- _Your instructions_
Output the line that contains "I need the junctions" and each line after it in the listing, exactly as they appear, through the very last line.
BEGIN Data for the task
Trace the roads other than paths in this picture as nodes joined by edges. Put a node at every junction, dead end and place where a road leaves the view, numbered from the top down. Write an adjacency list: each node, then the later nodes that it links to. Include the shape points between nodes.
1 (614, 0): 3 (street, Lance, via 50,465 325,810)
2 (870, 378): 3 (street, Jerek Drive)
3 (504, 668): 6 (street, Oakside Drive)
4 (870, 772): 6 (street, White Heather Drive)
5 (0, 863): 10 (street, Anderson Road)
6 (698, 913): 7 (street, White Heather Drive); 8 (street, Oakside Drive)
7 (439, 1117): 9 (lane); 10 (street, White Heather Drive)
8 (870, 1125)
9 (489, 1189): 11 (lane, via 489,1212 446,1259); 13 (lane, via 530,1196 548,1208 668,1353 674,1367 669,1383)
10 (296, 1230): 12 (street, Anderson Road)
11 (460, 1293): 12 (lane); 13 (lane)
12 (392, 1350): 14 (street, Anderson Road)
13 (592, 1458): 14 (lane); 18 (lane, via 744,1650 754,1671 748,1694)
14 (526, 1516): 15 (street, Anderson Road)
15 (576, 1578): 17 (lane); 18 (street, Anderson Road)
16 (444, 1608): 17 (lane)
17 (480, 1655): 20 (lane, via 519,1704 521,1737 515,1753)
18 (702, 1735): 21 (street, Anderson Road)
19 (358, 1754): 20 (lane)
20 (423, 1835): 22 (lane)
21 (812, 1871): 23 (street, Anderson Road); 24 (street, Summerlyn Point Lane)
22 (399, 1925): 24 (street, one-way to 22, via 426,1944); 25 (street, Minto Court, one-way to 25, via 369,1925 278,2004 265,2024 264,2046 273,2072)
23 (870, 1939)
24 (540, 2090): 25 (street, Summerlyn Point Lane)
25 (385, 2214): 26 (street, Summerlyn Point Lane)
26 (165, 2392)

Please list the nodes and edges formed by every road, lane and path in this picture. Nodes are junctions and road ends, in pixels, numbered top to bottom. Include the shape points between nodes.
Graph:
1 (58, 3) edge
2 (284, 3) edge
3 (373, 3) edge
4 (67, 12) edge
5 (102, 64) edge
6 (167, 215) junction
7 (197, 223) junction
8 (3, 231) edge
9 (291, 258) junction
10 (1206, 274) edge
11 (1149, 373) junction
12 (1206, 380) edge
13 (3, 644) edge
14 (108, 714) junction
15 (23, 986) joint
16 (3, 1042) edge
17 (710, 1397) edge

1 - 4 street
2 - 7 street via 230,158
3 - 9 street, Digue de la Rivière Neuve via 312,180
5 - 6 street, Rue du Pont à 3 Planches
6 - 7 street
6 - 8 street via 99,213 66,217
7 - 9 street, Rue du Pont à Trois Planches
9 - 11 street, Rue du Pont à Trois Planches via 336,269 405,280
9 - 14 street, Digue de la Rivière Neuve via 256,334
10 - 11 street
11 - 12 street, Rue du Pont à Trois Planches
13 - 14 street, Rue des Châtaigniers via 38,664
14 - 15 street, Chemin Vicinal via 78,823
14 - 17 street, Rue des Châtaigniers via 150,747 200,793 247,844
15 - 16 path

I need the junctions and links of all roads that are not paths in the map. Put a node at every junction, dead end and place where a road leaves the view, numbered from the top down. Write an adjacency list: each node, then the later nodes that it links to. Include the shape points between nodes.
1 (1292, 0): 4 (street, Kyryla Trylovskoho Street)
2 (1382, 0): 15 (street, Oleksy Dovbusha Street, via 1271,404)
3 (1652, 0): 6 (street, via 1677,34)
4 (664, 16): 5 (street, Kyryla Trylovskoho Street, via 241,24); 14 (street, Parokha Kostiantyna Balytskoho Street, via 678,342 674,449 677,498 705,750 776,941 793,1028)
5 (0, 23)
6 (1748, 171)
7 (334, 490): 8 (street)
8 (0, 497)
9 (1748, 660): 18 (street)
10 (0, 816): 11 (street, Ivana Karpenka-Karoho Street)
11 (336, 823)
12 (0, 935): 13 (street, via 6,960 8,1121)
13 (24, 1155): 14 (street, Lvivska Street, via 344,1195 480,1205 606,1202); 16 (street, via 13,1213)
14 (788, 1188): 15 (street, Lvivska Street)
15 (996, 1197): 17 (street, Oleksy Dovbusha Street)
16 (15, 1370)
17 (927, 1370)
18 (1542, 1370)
END Data for the task
- _Solution to this problem_
I need the junctions and links of all roads that are not paths in the map. Put a node at every junction, dead end and place where a road leaves the view, numbered from the top down. Write an adjacency list: each node, then the later nodes that it links to. Include the shape points between nodes.
1 (1292, 0): 4 (street, Kyryla Trylovskoho Street)
2 (1382, 0): 15 (street, Oleksy Dovbusha Street, via 1271,404)
3 (1652, 0): 6 (street, via 1677,34)
4 (664, 16): 5 (street, Kyryla Trylovskoho Street, via 241,24); 14 (street, Parokha Kostiantyna Balytskoho Street, via 678,342 674,449 677,498 705,750 776,941 793,1028)
5 (0, 23)
6 (1748, 171)
7 (334, 490): 8 (street)
8 (0, 497)
9 (1748, 660): 18 (street)
10 (0, 816): 11 (street, Ivana Karpenka-Karoho Street)
11 (336, 823)
12 (0, 935): 13 (street, via 6,960 8,1121)
13 (24, 1155): 14 (street, Lvivska Street, via 344,1195 480,1205 606,1202); 16 (street, via 13,1213)
14 (788, 1188): 15 (street, Lvivska Street)
15 (996, 1197): 17 (street, Oleksy Dovbusha Street)
16 (15, 1370)
17 (927, 1370)
18 (1542, 1370)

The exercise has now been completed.